Under the hood: Branch and Bound algorithm

General frame algorithm for solving discrete problems.

Prerequisites

Brute force approach and enumeration of feasible solutions

We have seen in case of the festivals example, that brute force approach is a probably very slow, but valid approach to find an optimal solution when the search space is discrete and finite. Some acceleration ideas have also been mentioned, some of which may could be applied in a more general manner. Let's focus on enumerating only the feasible solutions now.

Enumerating all of the solutions was simple for the festivals, travesing through all of the subsets of a set is a simple task to do. We would only need to count from 0 to \(2^n-1\) and interpret the numbers binary representation as a subset indicator. Many of those subsets are, however, infeasible, and things get a little bit more difficult, if we want to generate the feasible solutions only. Try to figure out an approach to do so by yourself, or just click the button below. Show solution

There are many ways to do this, but a simple approach would be to follow these steps:

We wither go to F1 or not.

If we don't go to F1, we wither go to F2 or not
1. If we don't go to either F1 or F2, we can ither go to F3 or not
  1. If we don't go to F1,F2,F3, we have to go to F4 because that's the last option for Apocalyptica and Haggard
    1. If we go to F4, but not to F1, F2, or F3, we have to go to F5, as that is the last option for several bands.
      1. We go to F4 and F5, but not to F1,F2,F3. There are no decisions left, and we have a solution with 2 festivals.
  2. If we don't go to F1 or F2, but go to F3, we have to go F4 because that's the last option for Apocalyptica and Haggard
    1. If we go to F3 and F4, but not to F1 or F2, we wither go to F5 or not.
      1. If we go to F3 and F4, but not F1,F2 or F5, we have a solution with two festivals.
      2. If we go to F3,F4 and F5, but not F1 or F2, we have a solution with three festivals.
2. If we go to F2, but not to F1, we can either go to F3 or not...
If we go to F1, we wither go to F2 or not...

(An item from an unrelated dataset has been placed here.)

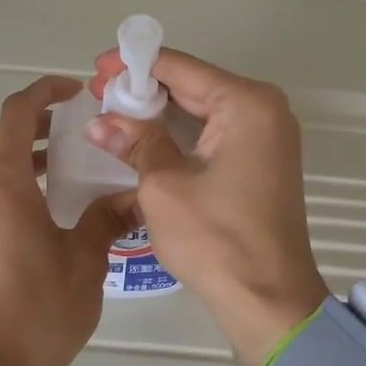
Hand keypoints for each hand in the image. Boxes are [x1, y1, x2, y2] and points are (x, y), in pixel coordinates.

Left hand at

A tree-style enumeration of the feasible solutions can be observed in the above approach:

The root of the tree represents the case, when no decisions are made.
The leafs represent solutions, where all the decisions are made.
At each non-leaf node, a decision is made with all the possible outcomes "encoded" in its children.

No decision
- go to F1
  - ...
- don't go to F1
  - go to F2
    - ...
  - don't go to F2
    - go to F3
      - go to F4
        
        go to F5
        
        don't go to F5
    - don't go to F3
      - go to F4
        
        go to F5

Another way to look at the same tree is:

The root represents the set of all of the feasible solutions.
The leafs are single solutions, or more precisely: solution sets with a single element inside of them.
At each non-leaf node, a deacision is made, that divides the nodes' set into subsets, that will be its children.

The "Branch" part

The approach described above can be generalized to any problems with discrete decisions:

Take the set of all of the feasible solutions, and assign them to the root node of a tree.
For each tree node, whose set is not a singleton, select a decision, that has to be made, and parition the set assigned to that node so, that each subset contains the solutions having a specific outcome. Assign these subsets to children nodes. No children nodes are made for empty subsets.
If the set of a node is a singleton, that node will be a leaf, and the solution can be evaluated

Note, that in general, Branch and Bound algorithms do not require the branching part to partition, i.e., to create disjoint subsets, only subsets, whose union covers the original set. Also, empty subsets may be represented and partitioned into further empty subsets, and singleton sets may be partitioned into empty sets and singleton sets, as reasoned below.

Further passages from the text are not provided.